If they’re sitting there and you’re giving a presentation, like, “How do we hold on to them? How do we keep them there on the edge of their seats?”
I’m going to give you two super simple tips in today’s video.
Hey, folks. Marcus Sheridan here, and today we’re going to talk about engagement and two really fast, quick, simple tips that you can use whenever you’re giving a presentation.
Now, have you ever seen someone give a presentation before and maybe on their slide deck they showed a stat or a number, right? Well, so often we’ll just show the number, but here’s a quick opportunity.
It’s tip number one.
1. Guess the Number
Instead of showing the number, have the audience guess the number.
I love doing this. “What percentage more does social video generate than text and images combined?” I love to ask that question.
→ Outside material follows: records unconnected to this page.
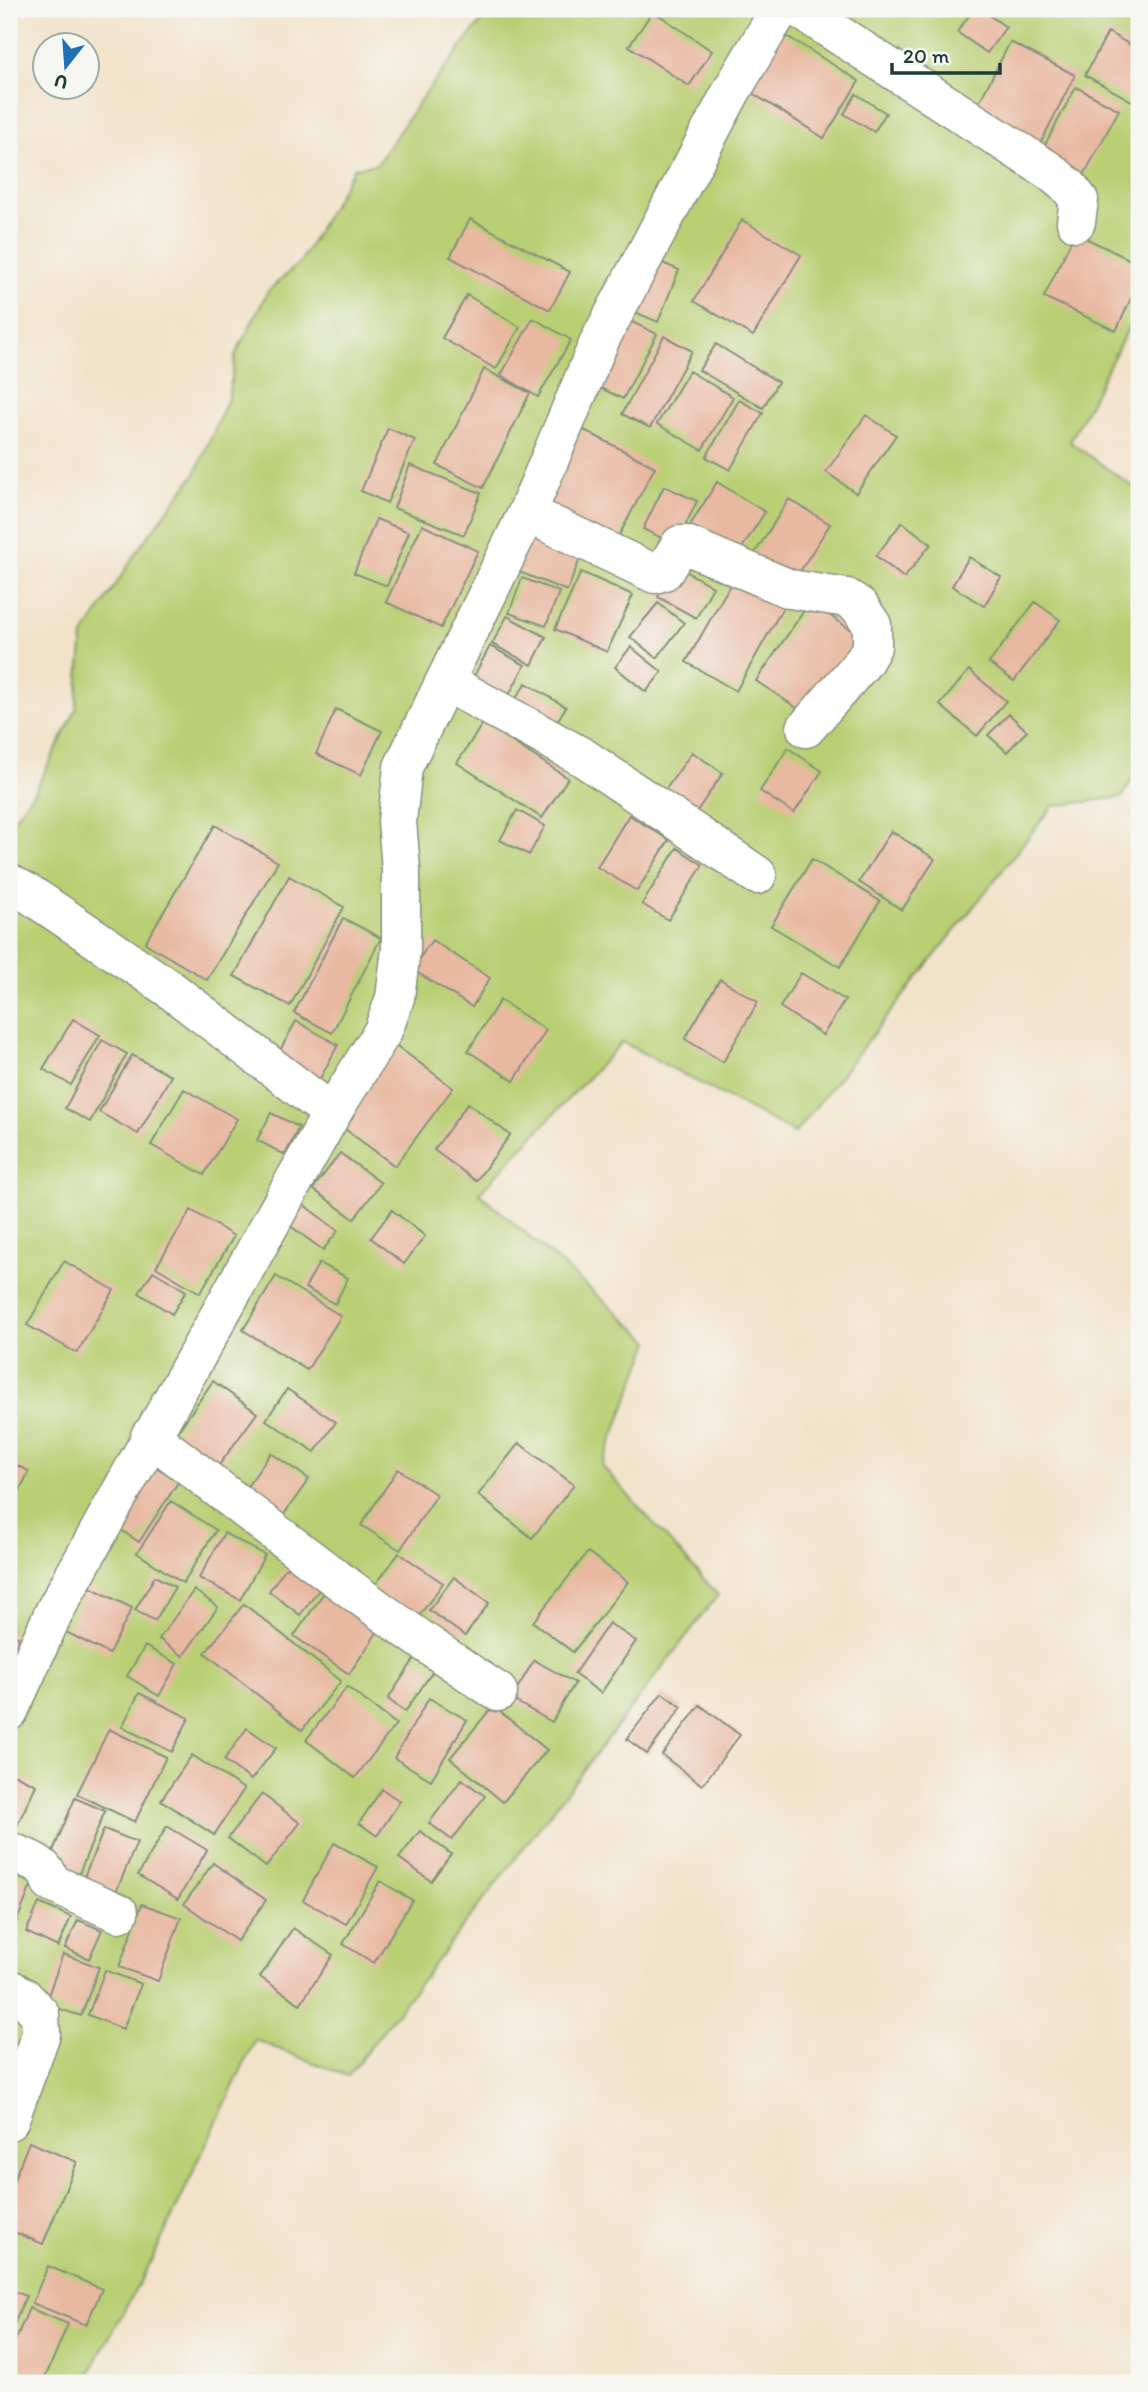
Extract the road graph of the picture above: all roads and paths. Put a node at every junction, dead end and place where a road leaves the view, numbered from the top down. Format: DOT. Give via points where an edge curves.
graph roads {
  1 [pos="780,9"];
  2 [pos="799,9"];
  3 [pos="1076,222"];
  4 [pos="527,513"];
  5 [pos="446,682"];
  6 [pos="806,728"];
  7 [pos="758,875"];
  8 [pos="9,883"];
  9 [pos="332,1113"];
  10 [pos="150,1436"];
  11 [pos="498,1692"];
  12 [pos="9,1711"];
  13 [pos="9,1851"];
  14 [pos="119,1913"];
  15 [pos="9,1988"];
  16 [pos="9,2118"];
  1 -- 4 [label="street" via="606,328"];
  2 -- 3 [label="street" via="1051,172 1079,200"];
  4 -- 5 [label="street"];
  4 -- 6 [label="street" via="655,574 664,571 680,545 686,545 790,589 847,598 859,606 872,625 872,647"];
  5 -- 7 [label="street" via="584,758"];
  5 -- 9 [label="street" via="403,766 397,821 401,949 395,998 383,1031"];
  8 -- 9 [label="street" via="167,987"];
  9 -- 10 [label="street"];
  10 -- 11 [label="street" via="329,1574"];
  10 -- 12 [label="street" via="54,1612"];
  13 -- 14 [label="street" via="42,1866 51,1883"];
  15 -- 16 [label="street" via="40,2014 41,2034"];
}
So the audience oftentimes will say something like, “Oh, I think it generates 50% more shares than text and images combined.” Somebody else might say, “75%,” and I’ll hear a few, and then I’ll advance it to the next, and it’ll show the number, which is 1,200% more shares than text and images combined.
That’s social video.
Yeah. Pretty cool, right?
But besides the fact that it’s a cool stat, what happens is because the audience is guessing and then, bam, you show it to them, it’s a lot more effective than if I just said, “Hey, guess what? Social video generates 1,200% more shares than text and images combined.”
Does that make sense?
So whenever you share a stat in a presentation, have the audience guess it for you and then show it. It’s a great form of interaction and engagement.
2. What’s Next?
Another super simple one is oftentimes we tell stories from the stage, right?
You’re telling a story, and so you’re going along, going along, and you might have done this with a child before, but for some reason as adults when we’re speaking, we don’t do it.
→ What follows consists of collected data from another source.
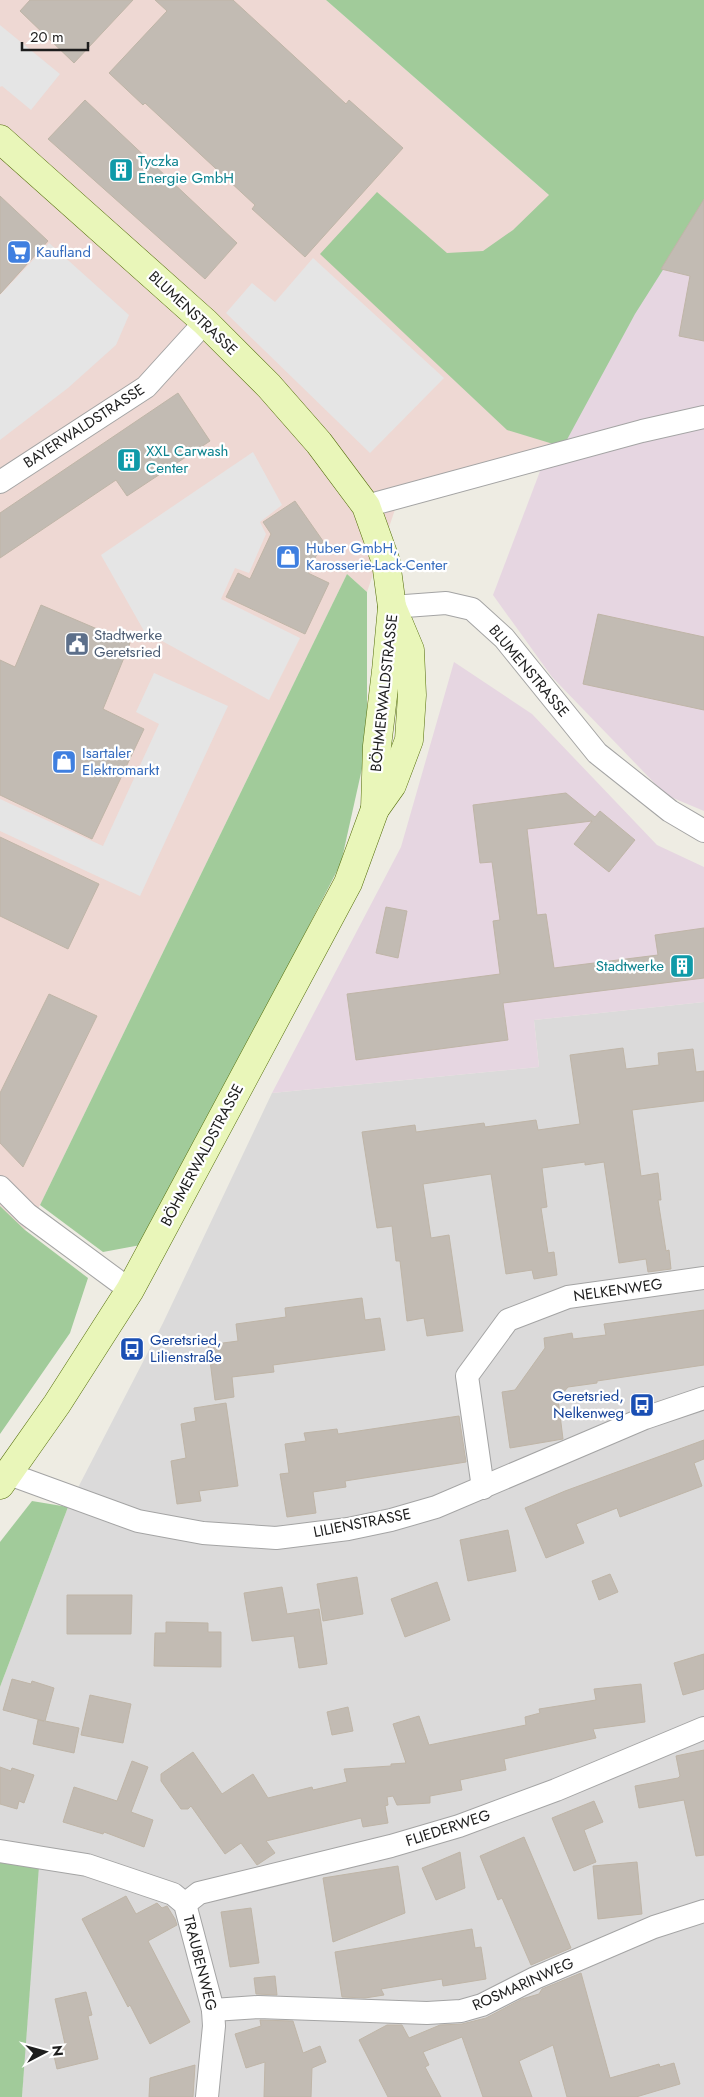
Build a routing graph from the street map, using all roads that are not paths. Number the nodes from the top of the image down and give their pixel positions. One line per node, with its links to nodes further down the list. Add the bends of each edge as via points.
1 (0, 139): 2 (street, BLUMENSTRASSE)
2 (205, 322): 4 (street, BAYERWALDSTRASSE, via 146,388); 5 (street, BLUMENSTRASSE, via 320,443)
3 (704, 417): 5 (street)
4 (0, 482)
5 (366, 506): 6 (street, BLUMENSTRASSE, via 386,562)
6 (392, 607): 7 (street, BLUMENSTRASSE, via 446,603 472,609 504,638 597,753 670,812); 10 (street, BÖHMERWALDSTRASSE, via 377,746 375,809 348,883)
7 (704, 831)
8 (0, 1187): 10 (street, via 27,1214)
9 (704, 1278): 13 (street, NELKENWEG, via 568,1297 508,1320 467,1376)
10 (130, 1290): 12 (street, BÖHMERWALDSTRASSE)
11 (704, 1398): 13 (street, LILIENSTRASSE, via 645,1418)
12 (4, 1480): 13 (street, LILIENSTRASSE, via 138,1521 203,1533 276,1538 391,1520 436,1507)
13 (483, 1488)
14 (704, 1728): 16 (street, FLIEDERWEG, via 556,1790 459,1826 199,1893)
15 (0, 1850): 16 (street, TRAUBENWEG, via 87,1865 173,1894)
16 (185, 1904): 18 (street, TRAUBENWEG)
17 (704, 1911): 18 (street, ROSMARINWEG, via 639,1934 526,1982 482,2005 461,2011 426,2013 268,2007)
18 (213, 2010): 19 (street, TRAUBENWEG)
19 (207, 2097)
We just tell the story, and the audience is into it, but if we just stop and say, “And guess what happened next,” or, “Now what do you think he said,” or, “What do you think she did then?”
Just by having the audience engage in the, “What’s next,” now, they’re more a part of the story, more on the edge of their seat, more participatory.
That’s the goal, right?
I know. Two simple tips. I told you, but if you do these two things, have them guess the stats and then show it and have them guess what’s next, you’re going to be dramatically more effective.
Let’s get to work.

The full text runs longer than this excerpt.